2003-10-11 Thread Ben Laurie
Peter Clay wrote:

 On Thu, 9 Oct 2003, Peter Gutmann wrote:
 
 
I would add to this the observation that rather than writing yet another SSL
library to join the eight hundred or so already out there, it might be more
useful to create a user-friendly management interface to IPsec implementations
to join the zero or so already out there.  The difficulty in setting up any
IPsec tunnel is what's been motivating the creation of (often insecure) non-
IPsec VPN software, so what'd be a lot more helpful than (no offense, but) yet
another SSL implementation is some means of making IPsec easier to use
(although that may not be possible... OK, let's say less painful to use :-).
 
 
 Having spent much of the past few weeks trying to sort out a workable VPN
 solution, I think this is a good but doomed idea. http://vpn.ebootis.de/
 has the best free windows IPsec configuration tool I've found, but that
 doesn't help. Why?
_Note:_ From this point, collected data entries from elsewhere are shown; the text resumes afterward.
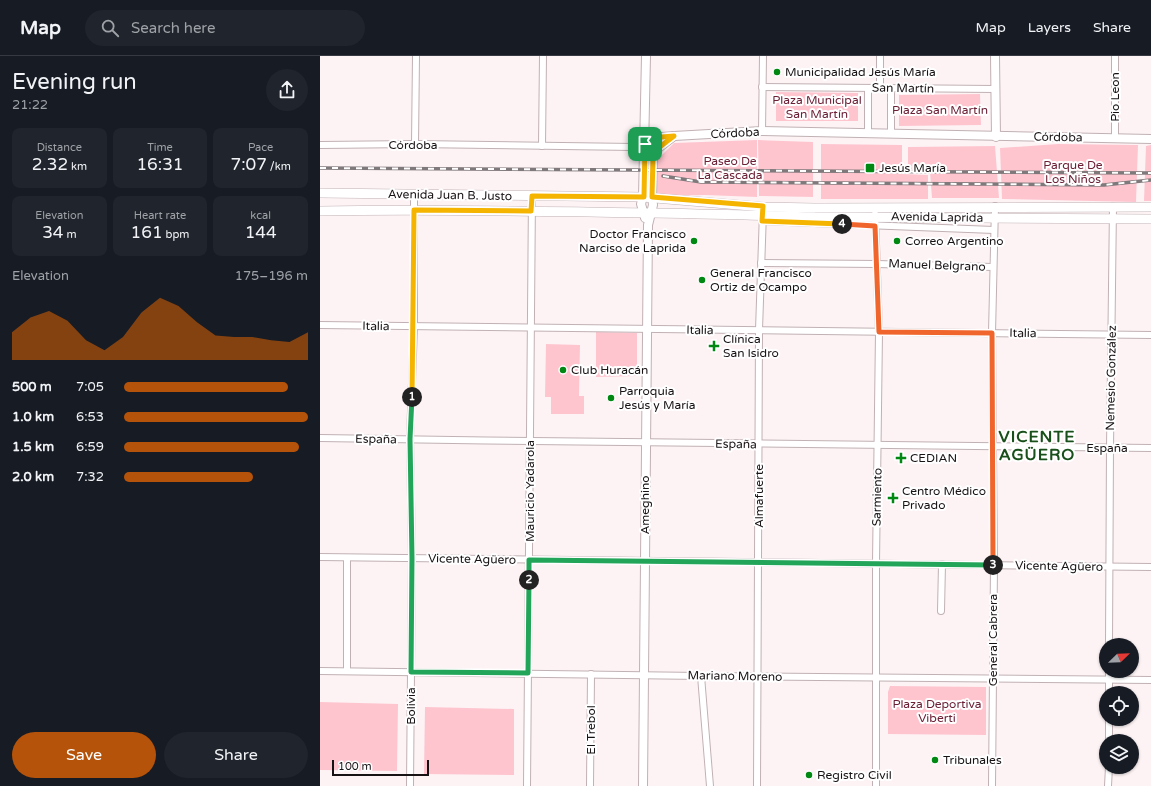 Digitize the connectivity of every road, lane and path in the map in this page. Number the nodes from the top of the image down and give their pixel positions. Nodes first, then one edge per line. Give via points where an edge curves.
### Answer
1 (416, 56) edge
2 (543, 56) edge
3 (646, 56) edge
4 (763, 56) edge
5 (880, 56) edge
6 (996, 56) edge
7 (1115, 56) edge
8 (762, 87) junction
9 (868, 88) junction
10 (880, 88) junction
11 (891, 88) junction
12 (996, 89) junction
13 (762, 131) junction
14 (868, 133) junction
15 (891, 133) junction
16 (674, 136) junction
17 (996, 137) junction
18 (1115, 138) junction
19 (1151, 139) edge
20 (415, 144) junction
21 (645, 144) junction
22 (320, 145) edge
23 (542, 146) junction
24 (320, 193) edge
25 (414, 194) junction
26 (532, 196) junction
27 (648, 197) junction
28 (995, 206) junction
29 (1113, 206) junction
30 (1151, 207) edge
31 (414, 210) junction
32 (320, 211) edge
33 (531, 211) junction
34 (647, 213) junction
35 (762, 214) junction
36 (875, 217) junction
37 (994, 218) junction
38 (1113, 218) junction
39 (1151, 218) edge
40 (994, 230) junction
41 (761, 263) junction
42 (877, 264) junction
43 (993, 267) junction
44 (320, 325) edge
45 (414, 326) junction
46 (531, 328) junction
47 (647, 329) junction
48 (759, 330) junction
49 (879, 332) junction
50 (992, 333) junction
51 (1112, 334) junction
52 (1151, 335) edge
53 (320, 438) edge
54 (410, 439) junction
55 (530, 441) junction
56 (646, 442) junction
57 (759, 444) junction
58 (878, 447) junction
59 (992, 448) junction
60 (1110, 448) junction
61 (1151, 448) edge
62 (320, 557) edge
63 (347, 558) junction
64 (412, 558) junction
65 (529, 560) junction
66 (645, 561) junction
67 (758, 562) junction
68 (876, 563) junction
69 (942, 564) junction
70 (994, 565) junction
71 (1110, 566) junction
72 (1151, 567) edge
73 (941, 610) dead end
74 (1110, 638) edge
75 (320, 670) edge
76 (347, 671) junction
77 (411, 672) junction
78 (528, 673) junction
79 (591, 674) junction
80 (644, 675) junction
81 (701, 676) junction
82 (758, 676) junction
83 (875, 677) junction
84 (993, 678) junction
85 (1109, 679) junction
86 (1151, 680) edge
87 (1109, 686) edge
88 (1109, 774) edge
89 (410, 786) edge
90 (527, 786) edge
91 (590, 786) edge
92 (643, 786) edge
93 (710, 786) edge
94 (757, 786) edge
95 (876, 786) edge
96 (992, 786) edge
97 (1108, 786) edge

1 - 20 street
2 - 23 street
3 - 21 street
4 - 8 street
5 - 10 street
6 - 12 street
7 - 18 street, Pio Leon
8 - 9 street, San Martín
8 - 13 street
9 - 10 street, San Martín
9 - 14 street
10 - 11 street, San Martín
11 - 12 street, San Martín
11 - 15 street
12 - 17 street
13 - 14 street, Córdoba
13 - 16 street, Córdoba
14 - 15 street, Córdoba
15 - 17 street, Córdoba
16 - 21 street, Córdoba via 662,137
16 - 27 street via 657,149 653,156
17 - 18 street, Córdoba
18 - 19 street, Córdoba
20 - 22 street, Córdoba
20 - 23 street, Córdoba
21 - 23 street, Córdoba via 634,147
21 - 27 street
24 - 25 main road, Avenida Juan B. Justo
25 - 26 main road, Avenida Juan B. Justo
25 - 31 street, Bolivia
26 - 27 main road, Avenida Juan B. Justo
26 - 33 street, Mauricio Yadarola
27 - 34 street, Ameghino via 641,204
27 - 35 main road, Avenida Laprida
28 - 29 main road, Avenida Laprida
28 - 36 main road, Avenida Laprida
28 - 37 street, General Cabrera
29 - 30 main road, Avenida Laprida
29 - 38 street, Nemesio González
31 - 32 main road, Avenida Juan B. Justo
31 - 33 main road, Avenida Juan B. Justo
31 - 45 street, Bolivia
33 - 34 main road, Avenida Juan B. Justo
33 - 46 street, Mauricio Yadarola
34 - 35 main road, Avenida Laprida
34 - 47 street, Ameghino
35 - 36 main road, Avenida Laprida
35 - 41 street, Almafuerte
36 - 37 main road, Avenida Laprida
36 - 40 street
36 - 42 street, Sarmiento
37 - 38 main road, Avenida Laprida
37 - 40 street, General Cabrera
38 - 39 main road, Avenida Laprida
38 - 51 street, Nemesio González
40 - 43 street, General Cabrera
41 - 42 street, Manuel Belgrano
41 - 48 street, Almafuerte
42 - 43 street, Manuel Belgrano
42 - 49 street, Sarmiento
43 - 50 street, General Cabrera
44 - 45 street, Italia
45 - 46 street, Italia
45 - 54 street, Bolivia
46 - 47 street, Italia
46 - 55 street, Mauricio Yadarola
47 - 48 street, Italia
47 - 56 street, Ameghino
48 - 49 street, Italia
48 - 57 street, Almafuerte
49 - 50 street, Italia
49 - 58 street, Sarmiento
50 - 51 street, Italia
50 - 59 street, General Cabrera
51 - 52 street, Italia
51 - 60 street, Nemesio González
53 - 54 street, España
54 - 55 street, España
54 - 64 street, Bolivia
55 - 56 street, España
55 - 65 street, Mauricio Yadarola
56 - 57 street, España
56 - 66 street, Ameghino
57 - 58 street, España
57 - 67 street, Almafuerte
58 - 59 street, España
58 - 68 street, Sarmiento
59 - 60 street, España
59 - 70 street, General Cabrera
60 - 61 street, España
60 - 71 street, Nemesio González
62 - 63 street, Vicente Agüero
63 - 64 street, Vicente Agüero
63 - 76 street
64 - 65 street, Vicente Agüero
64 - 77 street, Bolivia
65 - 66 street, Vicente Agüero
65 - 78 street, Mauricio Yadarola
66 - 67 street, Vicente Agüero
66 - 80 street, Ameghino
67 - 68 street, Vicente Agüero
67 - 82 street, Almafuerte
68 - 69 street, Vicente Agüero
68 - 83 street, Sarmiento
69 - 70 street, Vicente Agüero
69 - 73 street
70 - 71 street, Vicente Agüero
70 - 84 street, General Cabrera
71 - 72 street, Vicente Agüero
71 - 74 street, Nemesio González
75 - 76 street, Mariano Moreno
76 - 77 street, Mariano Moreno
77 - 78 street, Mariano Moreno
77 - 89 street, Bolivia
78 - 79 street, Mariano Moreno
78 - 90 street, Mauricio Yadarola
79 - 80 street, Mariano Moreno
79 - 91 street, El Trebol
80 - 81 street, Mariano Moreno
80 - 92 street, Ameghino
81 - 82 street, Mariano Moreno
81 - 93 street
82 - 83 street, Mariano Moreno
82 - 94 street, Almafuerte
83 - 84 street, Mariano Moreno
83 - 95 street, Sarmiento
84 - 85 street, Mariano Moreno
84 - 96 street, General Cabrera
85 - 86 street, Mariano Moreno
85 - 87 street
88 - 97 street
Because IPsec traffic is not TCP traffic and therefore
 gets dropped by random networks.
 
 If you want a VPN that road warriors can use, you have to do it with
 IP-over-TCP. Nothing else survives NAT and agressive firewalling, not even
 Microsoft PPTP.

PPTP uses GRE, so aggressive firewalls are likely to kill it, however,
it isn't hard to stop them :-)

However, I've seen UDP surive some fairly aggressive firewalling, and
that's what you really want for a VPN.

 If someone out there wants to write VPN software that becomes widely used,
 then they should make a free IP-over-TCP solution that works on Windows
 and Linux which uses password authentication.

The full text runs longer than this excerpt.